Exercise description: Leave every picture out, and print the full listing again exactly.
(Information supplied Opens)
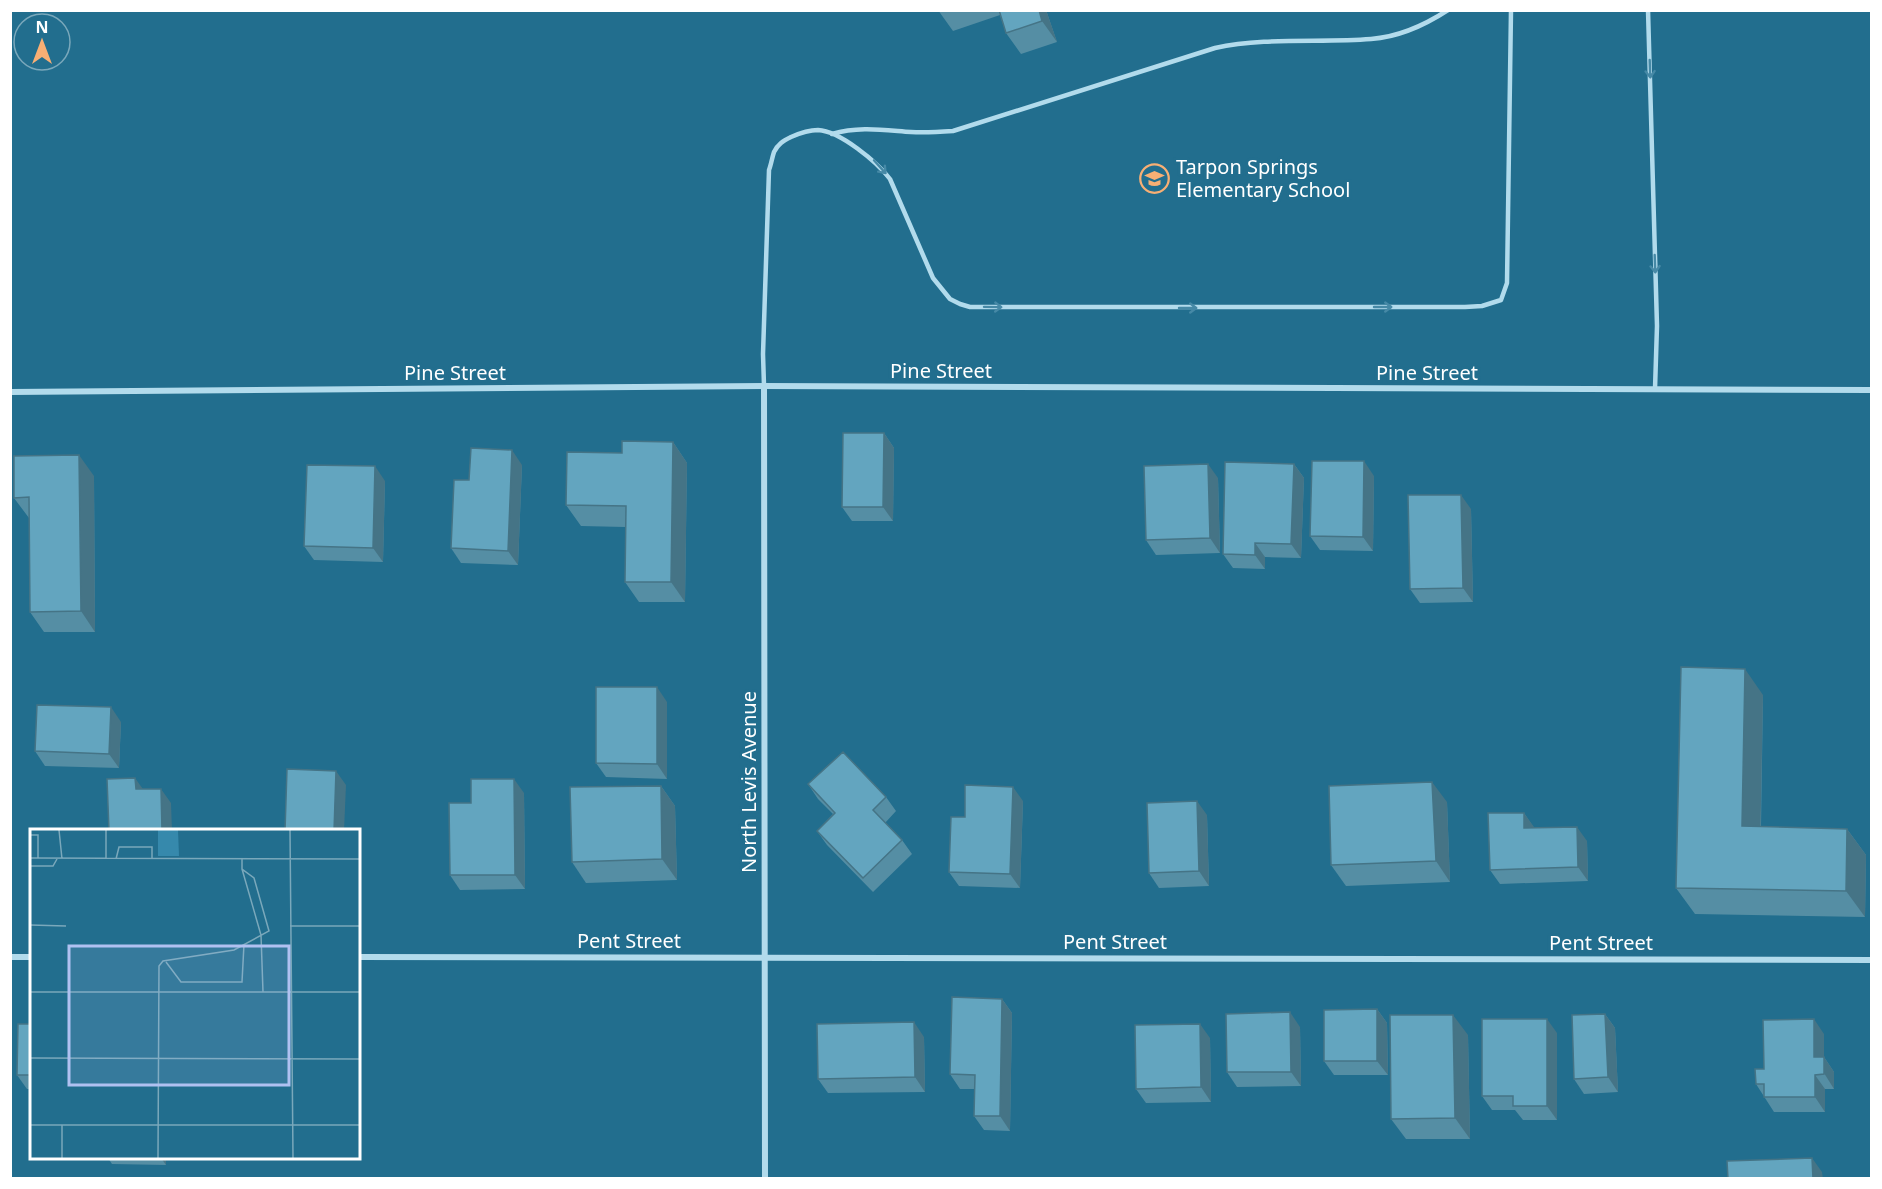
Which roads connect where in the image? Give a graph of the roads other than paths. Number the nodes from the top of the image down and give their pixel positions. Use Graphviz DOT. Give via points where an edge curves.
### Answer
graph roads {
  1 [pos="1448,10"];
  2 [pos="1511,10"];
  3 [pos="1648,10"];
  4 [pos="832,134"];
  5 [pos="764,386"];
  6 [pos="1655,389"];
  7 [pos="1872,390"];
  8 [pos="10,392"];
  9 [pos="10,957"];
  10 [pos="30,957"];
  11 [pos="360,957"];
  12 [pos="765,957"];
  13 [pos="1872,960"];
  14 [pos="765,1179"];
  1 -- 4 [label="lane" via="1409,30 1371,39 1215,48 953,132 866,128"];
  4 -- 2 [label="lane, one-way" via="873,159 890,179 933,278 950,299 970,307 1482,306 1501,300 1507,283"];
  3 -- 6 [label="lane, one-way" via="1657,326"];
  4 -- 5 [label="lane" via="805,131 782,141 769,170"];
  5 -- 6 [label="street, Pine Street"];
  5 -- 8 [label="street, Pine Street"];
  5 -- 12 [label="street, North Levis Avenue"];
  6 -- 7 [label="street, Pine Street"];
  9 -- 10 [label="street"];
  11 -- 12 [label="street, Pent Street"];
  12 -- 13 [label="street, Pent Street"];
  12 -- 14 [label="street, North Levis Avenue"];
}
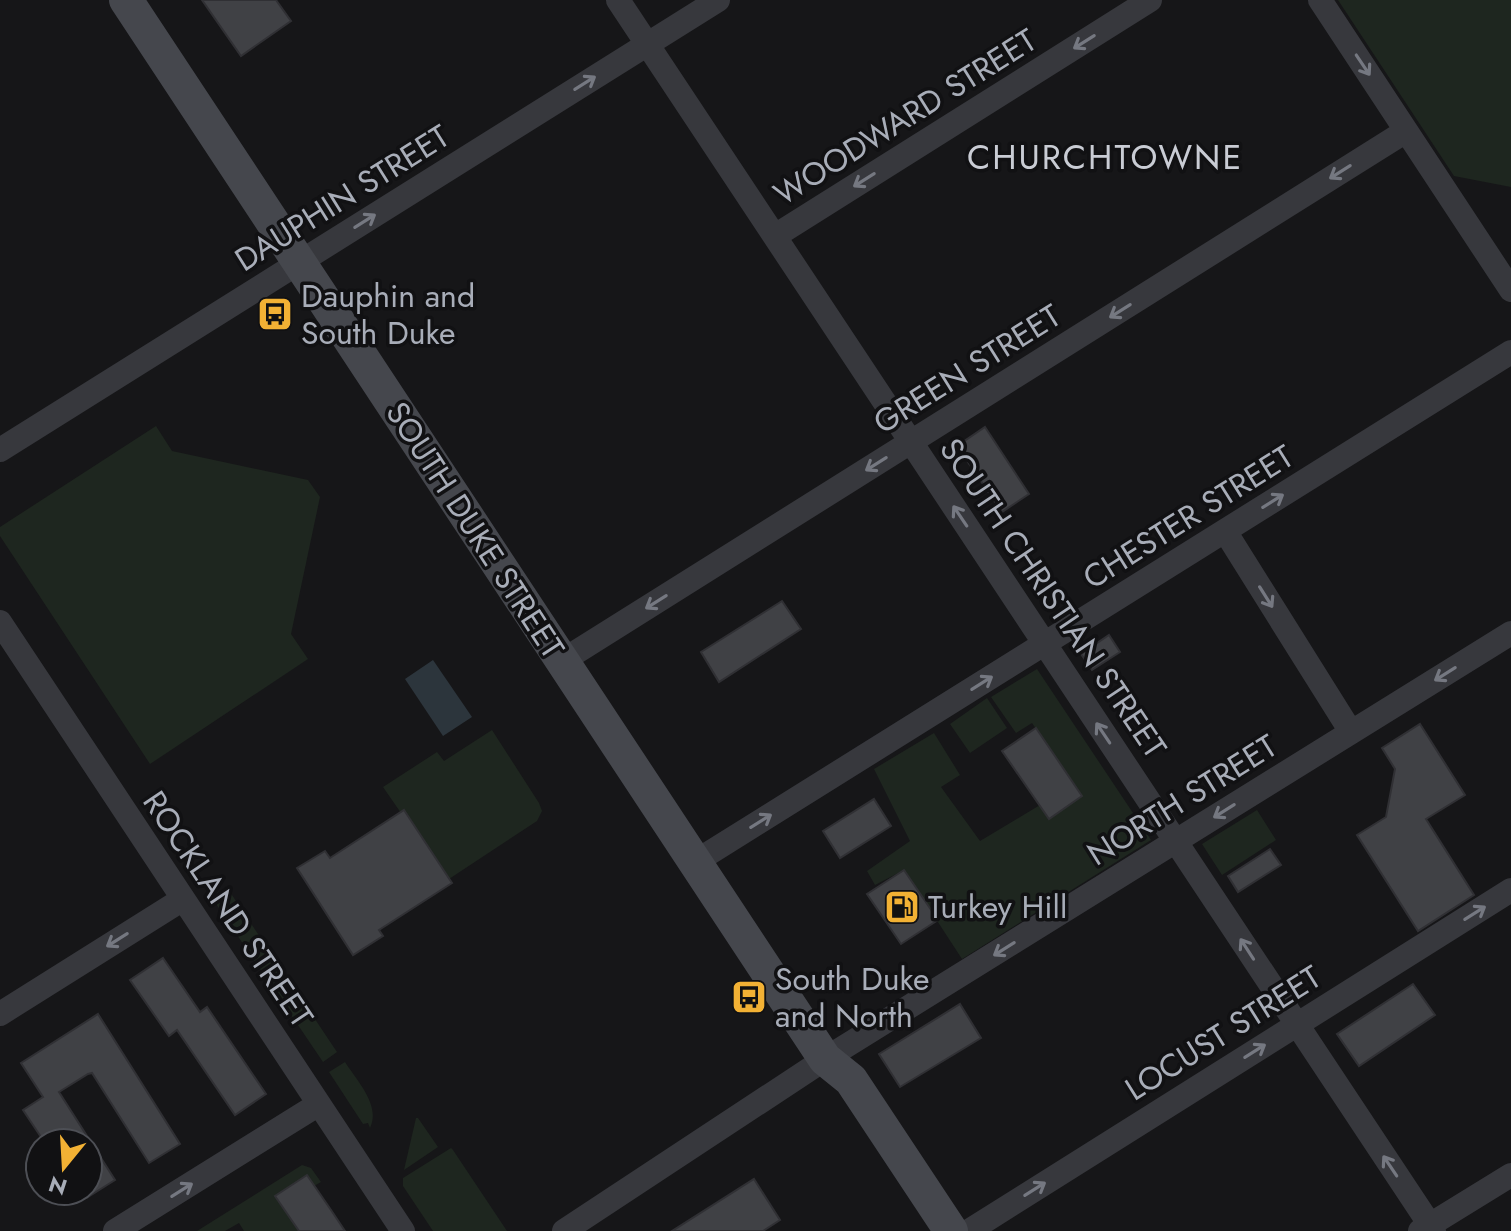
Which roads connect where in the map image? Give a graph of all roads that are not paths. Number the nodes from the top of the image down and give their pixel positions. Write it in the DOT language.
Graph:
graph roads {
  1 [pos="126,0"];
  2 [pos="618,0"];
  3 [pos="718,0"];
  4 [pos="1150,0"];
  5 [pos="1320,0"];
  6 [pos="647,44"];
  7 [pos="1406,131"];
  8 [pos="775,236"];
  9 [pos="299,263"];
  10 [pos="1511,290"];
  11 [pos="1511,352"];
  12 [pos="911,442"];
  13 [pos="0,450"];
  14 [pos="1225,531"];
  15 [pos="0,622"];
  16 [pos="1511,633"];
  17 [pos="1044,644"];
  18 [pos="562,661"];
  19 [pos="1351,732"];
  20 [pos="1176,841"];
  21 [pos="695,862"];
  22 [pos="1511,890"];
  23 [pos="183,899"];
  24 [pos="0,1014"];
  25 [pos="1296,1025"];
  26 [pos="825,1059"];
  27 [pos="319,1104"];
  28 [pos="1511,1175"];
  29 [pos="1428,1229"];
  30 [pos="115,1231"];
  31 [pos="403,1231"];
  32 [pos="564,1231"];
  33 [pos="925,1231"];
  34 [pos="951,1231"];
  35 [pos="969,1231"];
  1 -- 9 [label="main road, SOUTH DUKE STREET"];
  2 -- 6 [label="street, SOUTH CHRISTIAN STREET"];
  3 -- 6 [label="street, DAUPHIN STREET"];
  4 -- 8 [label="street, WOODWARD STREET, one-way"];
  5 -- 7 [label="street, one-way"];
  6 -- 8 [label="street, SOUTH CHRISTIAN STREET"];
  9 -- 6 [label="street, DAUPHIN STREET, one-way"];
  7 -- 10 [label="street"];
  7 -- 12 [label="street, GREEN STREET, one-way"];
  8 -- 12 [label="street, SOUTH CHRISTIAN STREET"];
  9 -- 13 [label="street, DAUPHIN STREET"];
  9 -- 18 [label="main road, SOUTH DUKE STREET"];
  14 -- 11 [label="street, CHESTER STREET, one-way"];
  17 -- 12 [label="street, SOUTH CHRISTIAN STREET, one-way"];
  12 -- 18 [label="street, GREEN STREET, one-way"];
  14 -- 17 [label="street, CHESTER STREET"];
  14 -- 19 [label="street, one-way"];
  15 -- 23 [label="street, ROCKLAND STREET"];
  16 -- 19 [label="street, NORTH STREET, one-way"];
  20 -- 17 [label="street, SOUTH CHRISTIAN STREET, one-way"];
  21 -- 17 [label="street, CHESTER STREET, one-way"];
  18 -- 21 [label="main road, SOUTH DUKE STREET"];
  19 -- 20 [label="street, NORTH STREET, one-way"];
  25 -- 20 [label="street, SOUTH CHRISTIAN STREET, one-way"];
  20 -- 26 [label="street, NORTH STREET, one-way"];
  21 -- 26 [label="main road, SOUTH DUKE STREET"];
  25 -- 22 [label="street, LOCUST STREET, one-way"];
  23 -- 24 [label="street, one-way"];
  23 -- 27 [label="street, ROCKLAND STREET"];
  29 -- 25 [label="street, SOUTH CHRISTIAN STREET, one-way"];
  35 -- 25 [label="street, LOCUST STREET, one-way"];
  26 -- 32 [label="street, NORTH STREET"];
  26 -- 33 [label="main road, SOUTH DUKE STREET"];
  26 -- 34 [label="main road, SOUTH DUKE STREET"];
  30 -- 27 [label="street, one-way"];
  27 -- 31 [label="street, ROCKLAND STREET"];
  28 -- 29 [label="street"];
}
(Information supplied Closes)
Answer space:
Which roads connect where in the image? Give a graph of the roads other than paths. Number the nodes from the top of the image down and give their pixel positions. Use Graphviz DOT. Give via points where an edge curves.
### Answer
graph roads {
  1 [pos="1448,10"];
  2 [pos="1511,10"];
  3 [pos="1648,10"];
  4 [pos="832,134"];
  5 [pos="764,386"];
  6 [pos="1655,389"];
  7 [pos="1872,390"];
  8 [pos="10,392"];
  9 [pos="10,957"];
  10 [pos="30,957"];
  11 [pos="360,957"];
  12 [pos="765,957"];
  13 [pos="1872,960"];
  14 [pos="765,1179"];
  1 -- 4 [label="lane" via="1409,30 1371,39 1215,48 953,132 866,128"];
  4 -- 2 [label="lane, one-way" via="873,159 890,179 933,278 950,299 970,307 1482,306 1501,300 1507,283"];
  3 -- 6 [label="lane, one-way" via="1657,326"];
  4 -- 5 [label="lane" via="805,131 782,141 769,170"];
  5 -- 6 [label="street, Pine Street"];
  5 -- 8 [label="street, Pine Street"];
  5 -- 12 [label="street, North Levis Avenue"];
  6 -- 7 [label="street, Pine Street"];
  9 -- 10 [label="street"];
  11 -- 12 [label="street, Pent Street"];
  12 -- 13 [label="street, Pent Street"];
  12 -- 14 [label="street, North Levis Avenue"];
}
Which roads connect where in the map image? Give a graph of all roads that are not paths. Number the nodes from the top of the image down and give their pixel positions. Write it in the DOT language.
Graph:
graph roads {
  1 [pos="126,0"];
  2 [pos="618,0"];
  3 [pos="718,0"];
  4 [pos="1150,0"];
  5 [pos="1320,0"];
  6 [pos="647,44"];
  7 [pos="1406,131"];
  8 [pos="775,236"];
  9 [pos="299,263"];
  10 [pos="1511,290"];
  11 [pos="1511,352"];
  12 [pos="911,442"];
  13 [pos="0,450"];
  14 [pos="1225,531"];
  15 [pos="0,622"];
  16 [pos="1511,633"];
  17 [pos="1044,644"];
  18 [pos="562,661"];
  19 [pos="1351,732"];
  20 [pos="1176,841"];
  21 [pos="695,862"];
  22 [pos="1511,890"];
  23 [pos="183,899"];
  24 [pos="0,1014"];
  25 [pos="1296,1025"];
  26 [pos="825,1059"];
  27 [pos="319,1104"];
  28 [pos="1511,1175"];
  29 [pos="1428,1229"];
  30 [pos="115,1231"];
  31 [pos="403,1231"];
  32 [pos="564,1231"];
  33 [pos="925,1231"];
  34 [pos="951,1231"];
  35 [pos="969,1231"];
  1 -- 9 [label="main road, SOUTH DUKE STREET"];
  2 -- 6 [label="street, SOUTH CHRISTIAN STREET"];
  3 -- 6 [label="street, DAUPHIN STREET"];
  4 -- 8 [label="street, WOODWARD STREET, one-way"];
  5 -- 7 [label="street, one-way"];
  6 -- 8 [label="street, SOUTH CHRISTIAN STREET"];
  9 -- 6 [label="street, DAUPHIN STREET, one-way"];
  7 -- 10 [label="street"];
  7 -- 12 [label="street, GREEN STREET, one-way"];
  8 -- 12 [label="street, SOUTH CHRISTIAN STREET"];
  9 -- 13 [label="street, DAUPHIN STREET"];
  9 -- 18 [label="main road, SOUTH DUKE STREET"];
  14 -- 11 [label="street, CHESTER STREET, one-way"];
  17 -- 12 [label="street, SOUTH CHRISTIAN STREET, one-way"];
  12 -- 18 [label="street, GREEN STREET, one-way"];
  14 -- 17 [label="street, CHESTER STREET"];
  14 -- 19 [label="street, one-way"];
  15 -- 23 [label="street, ROCKLAND STREET"];
  16 -- 19 [label="street, NORTH STREET, one-way"];
  20 -- 17 [label="street, SOUTH CHRISTIAN STREET, one-way"];
  21 -- 17 [label="street, CHESTER STREET, one-way"];
  18 -- 21 [label="main road, SOUTH DUKE STREET"];
  19 -- 20 [label="street, NORTH STREET, one-way"];
  25 -- 20 [label="street, SOUTH CHRISTIAN STREET, one-way"];
  20 -- 26 [label="street, NORTH STREET, one-way"];
  21 -- 26 [label="main road, SOUTH DUKE STREET"];
  25 -- 22 [label="street, LOCUST STREET, one-way"];
  23 -- 24 [label="street, one-way"];
  23 -- 27 [label="street, ROCKLAND STREET"];
  29 -- 25 [label="street, SOUTH CHRISTIAN STREET, one-way"];
  35 -- 25 [label="street, LOCUST STREET, one-way"];
  26 -- 32 [label="street, NORTH STREET"];
  26 -- 33 [label="main road, SOUTH DUKE STREET"];
  26 -- 34 [label="main road, SOUTH DUKE STREET"];
  30 -- 27 [label="street, one-way"];
  27 -- 31 [label="street, ROCKLAND STREET"];
  28 -- 29 [label="street"];
}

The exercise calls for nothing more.